## ACTIVITY:
Pick out every line in the data below that holds "Drive".

Stored records

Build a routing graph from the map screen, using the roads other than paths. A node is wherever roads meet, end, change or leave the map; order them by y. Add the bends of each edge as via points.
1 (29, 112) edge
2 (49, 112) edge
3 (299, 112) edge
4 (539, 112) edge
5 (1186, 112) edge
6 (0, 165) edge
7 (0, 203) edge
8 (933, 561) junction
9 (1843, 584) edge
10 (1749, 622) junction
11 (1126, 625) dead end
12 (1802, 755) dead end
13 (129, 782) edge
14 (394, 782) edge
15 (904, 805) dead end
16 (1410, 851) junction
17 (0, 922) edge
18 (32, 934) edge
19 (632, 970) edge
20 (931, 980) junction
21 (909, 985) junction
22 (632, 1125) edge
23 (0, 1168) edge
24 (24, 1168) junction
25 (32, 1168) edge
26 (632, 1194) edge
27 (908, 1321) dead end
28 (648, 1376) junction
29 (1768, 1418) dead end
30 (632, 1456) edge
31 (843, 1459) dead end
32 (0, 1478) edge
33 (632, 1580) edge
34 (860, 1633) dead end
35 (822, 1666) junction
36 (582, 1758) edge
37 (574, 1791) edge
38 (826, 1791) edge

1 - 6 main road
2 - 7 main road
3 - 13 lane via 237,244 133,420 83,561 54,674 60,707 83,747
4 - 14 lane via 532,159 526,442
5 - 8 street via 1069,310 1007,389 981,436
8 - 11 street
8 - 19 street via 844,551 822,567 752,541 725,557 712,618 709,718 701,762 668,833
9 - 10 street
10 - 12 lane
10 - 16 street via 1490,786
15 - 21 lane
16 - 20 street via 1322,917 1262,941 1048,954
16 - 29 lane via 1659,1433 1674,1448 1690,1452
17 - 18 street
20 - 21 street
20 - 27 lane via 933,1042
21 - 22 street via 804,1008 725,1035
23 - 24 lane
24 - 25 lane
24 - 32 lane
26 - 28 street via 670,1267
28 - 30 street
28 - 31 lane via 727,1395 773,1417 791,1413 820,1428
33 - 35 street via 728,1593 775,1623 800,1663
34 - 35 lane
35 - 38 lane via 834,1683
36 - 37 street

* * *

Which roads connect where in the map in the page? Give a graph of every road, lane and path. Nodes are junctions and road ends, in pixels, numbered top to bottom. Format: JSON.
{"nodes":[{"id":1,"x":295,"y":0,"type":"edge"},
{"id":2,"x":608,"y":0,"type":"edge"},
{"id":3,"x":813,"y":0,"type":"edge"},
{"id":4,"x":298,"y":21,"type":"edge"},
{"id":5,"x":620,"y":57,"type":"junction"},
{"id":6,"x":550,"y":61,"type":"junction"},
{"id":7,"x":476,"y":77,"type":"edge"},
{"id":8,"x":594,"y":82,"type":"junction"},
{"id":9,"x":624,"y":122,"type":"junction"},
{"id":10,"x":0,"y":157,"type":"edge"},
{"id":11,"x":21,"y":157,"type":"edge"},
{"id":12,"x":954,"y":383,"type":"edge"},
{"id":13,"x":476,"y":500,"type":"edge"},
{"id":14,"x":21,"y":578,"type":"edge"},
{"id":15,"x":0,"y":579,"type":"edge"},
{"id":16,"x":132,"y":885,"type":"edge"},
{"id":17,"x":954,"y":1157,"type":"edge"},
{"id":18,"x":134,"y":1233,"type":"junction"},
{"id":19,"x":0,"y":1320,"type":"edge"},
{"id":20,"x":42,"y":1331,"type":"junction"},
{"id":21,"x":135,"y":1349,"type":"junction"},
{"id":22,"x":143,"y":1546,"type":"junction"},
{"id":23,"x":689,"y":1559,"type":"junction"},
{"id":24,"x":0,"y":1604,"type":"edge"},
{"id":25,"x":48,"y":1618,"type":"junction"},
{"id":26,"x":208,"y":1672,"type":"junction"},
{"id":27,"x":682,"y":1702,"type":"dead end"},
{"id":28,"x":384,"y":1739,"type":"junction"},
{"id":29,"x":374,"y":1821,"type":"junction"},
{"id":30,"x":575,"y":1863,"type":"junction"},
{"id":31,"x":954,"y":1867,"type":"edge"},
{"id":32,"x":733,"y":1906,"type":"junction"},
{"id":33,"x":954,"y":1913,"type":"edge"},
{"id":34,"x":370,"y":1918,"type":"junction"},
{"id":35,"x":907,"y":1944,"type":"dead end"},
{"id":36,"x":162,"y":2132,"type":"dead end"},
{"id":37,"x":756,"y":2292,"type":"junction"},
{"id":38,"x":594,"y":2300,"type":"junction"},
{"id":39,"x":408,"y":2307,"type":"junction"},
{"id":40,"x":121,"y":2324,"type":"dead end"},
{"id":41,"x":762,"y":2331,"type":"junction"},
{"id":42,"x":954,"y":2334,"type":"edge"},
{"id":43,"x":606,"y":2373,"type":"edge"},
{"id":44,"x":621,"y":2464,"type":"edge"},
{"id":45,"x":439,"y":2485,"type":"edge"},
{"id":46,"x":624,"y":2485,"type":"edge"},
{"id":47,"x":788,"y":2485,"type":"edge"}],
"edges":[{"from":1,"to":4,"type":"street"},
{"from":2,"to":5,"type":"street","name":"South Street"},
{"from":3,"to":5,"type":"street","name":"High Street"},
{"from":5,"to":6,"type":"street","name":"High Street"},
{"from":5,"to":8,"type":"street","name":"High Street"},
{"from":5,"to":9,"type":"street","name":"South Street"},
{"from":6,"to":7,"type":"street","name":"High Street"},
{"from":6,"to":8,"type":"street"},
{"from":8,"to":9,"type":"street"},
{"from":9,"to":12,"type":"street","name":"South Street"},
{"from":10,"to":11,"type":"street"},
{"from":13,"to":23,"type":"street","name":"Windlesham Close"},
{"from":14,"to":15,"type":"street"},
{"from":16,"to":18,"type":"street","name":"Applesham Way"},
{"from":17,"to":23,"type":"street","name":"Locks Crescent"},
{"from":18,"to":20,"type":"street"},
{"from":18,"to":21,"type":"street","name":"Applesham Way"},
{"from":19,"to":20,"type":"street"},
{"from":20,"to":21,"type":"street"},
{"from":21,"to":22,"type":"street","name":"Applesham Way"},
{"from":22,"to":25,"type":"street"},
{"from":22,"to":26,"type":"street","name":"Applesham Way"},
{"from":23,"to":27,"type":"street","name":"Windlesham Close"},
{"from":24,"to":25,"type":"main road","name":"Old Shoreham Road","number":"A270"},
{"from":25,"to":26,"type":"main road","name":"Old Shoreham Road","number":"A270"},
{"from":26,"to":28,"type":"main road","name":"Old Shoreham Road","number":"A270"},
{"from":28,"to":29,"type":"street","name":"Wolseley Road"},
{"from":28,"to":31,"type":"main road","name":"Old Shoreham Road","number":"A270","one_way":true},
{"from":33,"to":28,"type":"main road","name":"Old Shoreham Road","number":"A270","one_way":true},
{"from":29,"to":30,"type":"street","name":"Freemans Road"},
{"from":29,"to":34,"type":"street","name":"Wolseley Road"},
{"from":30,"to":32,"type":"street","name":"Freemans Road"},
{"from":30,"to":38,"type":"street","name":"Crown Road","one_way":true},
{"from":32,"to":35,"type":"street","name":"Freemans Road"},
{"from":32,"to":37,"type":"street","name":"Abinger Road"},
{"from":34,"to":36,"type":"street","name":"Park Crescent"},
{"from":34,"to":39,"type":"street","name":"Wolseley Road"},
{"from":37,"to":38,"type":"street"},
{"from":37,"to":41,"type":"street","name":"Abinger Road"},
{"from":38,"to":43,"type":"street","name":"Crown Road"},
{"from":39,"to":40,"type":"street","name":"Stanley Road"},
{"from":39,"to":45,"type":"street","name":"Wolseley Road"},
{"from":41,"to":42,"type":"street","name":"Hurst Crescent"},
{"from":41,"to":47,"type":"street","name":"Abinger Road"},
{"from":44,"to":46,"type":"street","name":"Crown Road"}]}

---

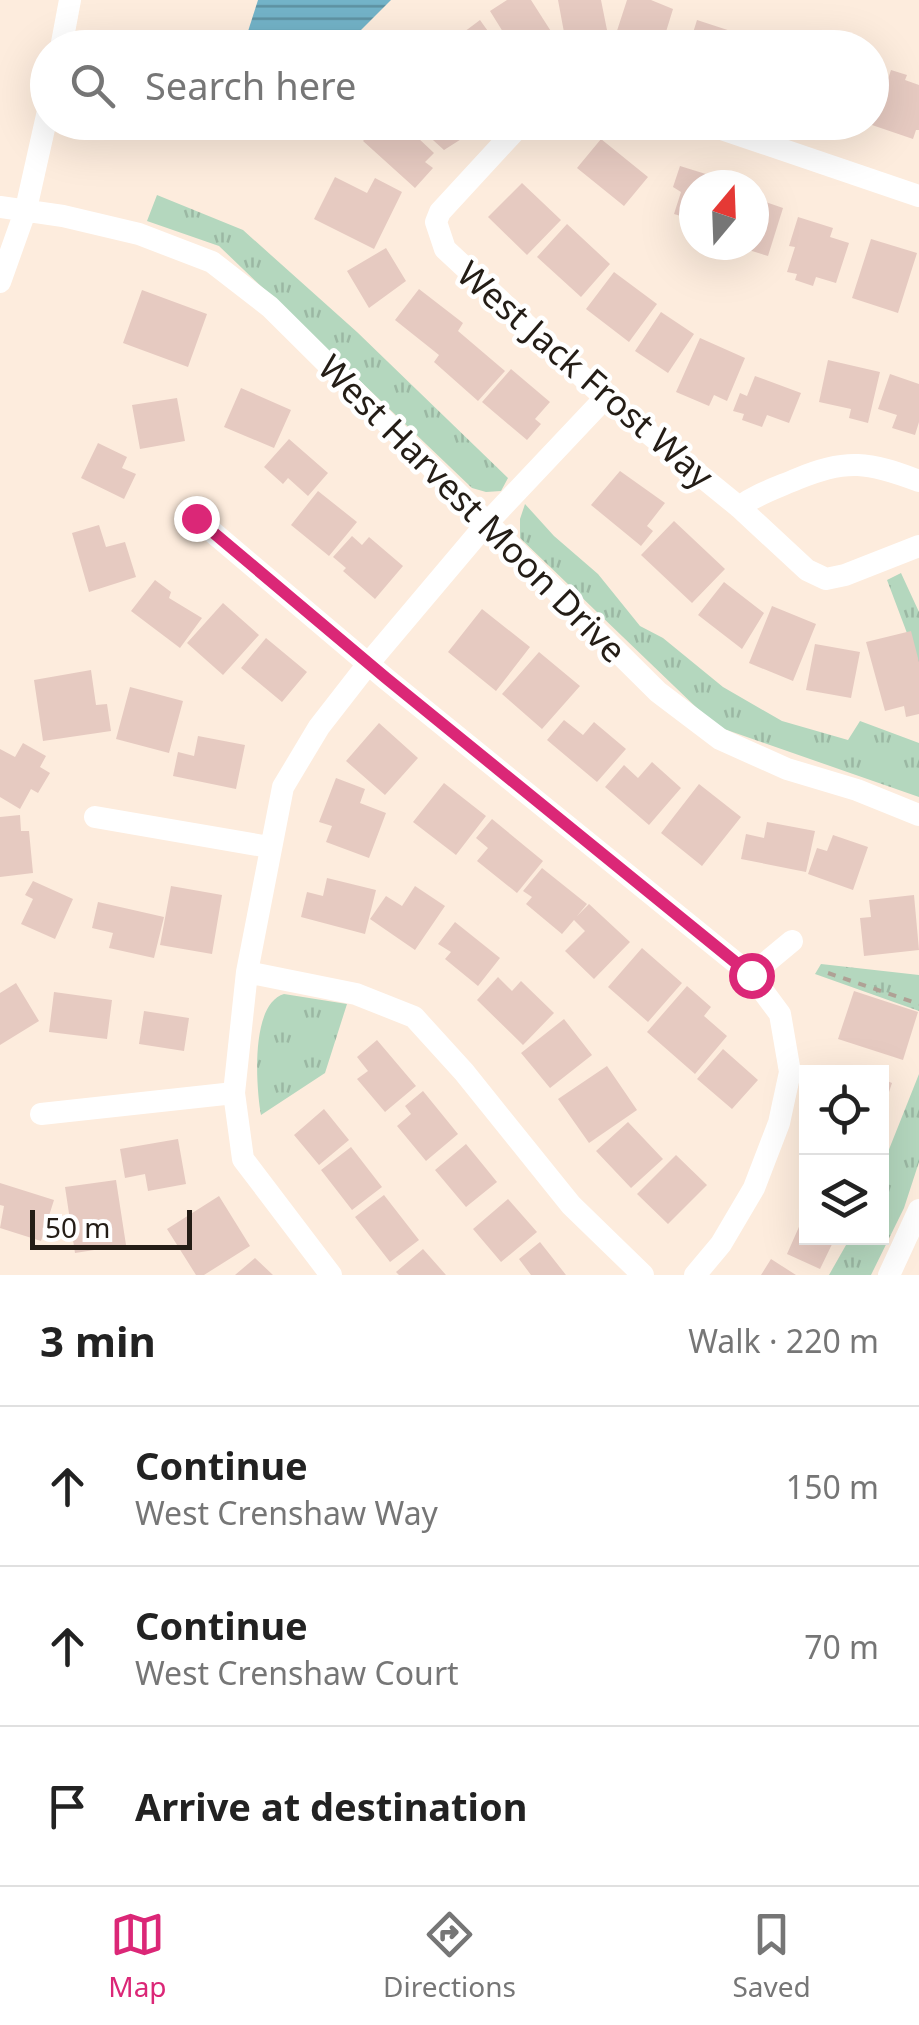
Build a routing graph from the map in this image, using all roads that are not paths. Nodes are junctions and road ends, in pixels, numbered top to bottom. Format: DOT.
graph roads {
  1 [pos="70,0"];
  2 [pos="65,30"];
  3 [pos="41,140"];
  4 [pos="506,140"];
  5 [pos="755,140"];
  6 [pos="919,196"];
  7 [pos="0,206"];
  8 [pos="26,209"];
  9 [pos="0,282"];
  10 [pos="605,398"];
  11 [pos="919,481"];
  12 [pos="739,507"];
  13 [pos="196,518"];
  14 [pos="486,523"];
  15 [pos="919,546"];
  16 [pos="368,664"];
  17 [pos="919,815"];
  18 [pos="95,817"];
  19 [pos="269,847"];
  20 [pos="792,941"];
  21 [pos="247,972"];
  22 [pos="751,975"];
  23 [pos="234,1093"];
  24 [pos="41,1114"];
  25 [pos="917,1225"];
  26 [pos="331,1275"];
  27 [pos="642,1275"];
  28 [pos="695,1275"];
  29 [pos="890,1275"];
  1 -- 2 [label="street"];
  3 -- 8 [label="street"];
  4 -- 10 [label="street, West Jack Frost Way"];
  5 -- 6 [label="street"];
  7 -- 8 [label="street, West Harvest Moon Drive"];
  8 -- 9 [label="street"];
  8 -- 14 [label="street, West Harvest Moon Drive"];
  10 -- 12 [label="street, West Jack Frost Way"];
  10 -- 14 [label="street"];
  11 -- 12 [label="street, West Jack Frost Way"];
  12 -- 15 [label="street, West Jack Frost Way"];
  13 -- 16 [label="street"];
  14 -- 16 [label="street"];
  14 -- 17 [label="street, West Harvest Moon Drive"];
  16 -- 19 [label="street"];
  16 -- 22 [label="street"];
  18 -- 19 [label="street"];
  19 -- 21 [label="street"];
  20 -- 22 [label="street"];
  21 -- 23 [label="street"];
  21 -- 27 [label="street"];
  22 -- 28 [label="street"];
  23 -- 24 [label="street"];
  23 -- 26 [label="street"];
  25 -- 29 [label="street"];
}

## RESPONSE:
  7 -- 8 [label="street, West Harvest Moon Drive"];
  8 -- 14 [label="street, West Harvest Moon Drive"];
  14 -- 17 [label="street, West Harvest Moon Drive"];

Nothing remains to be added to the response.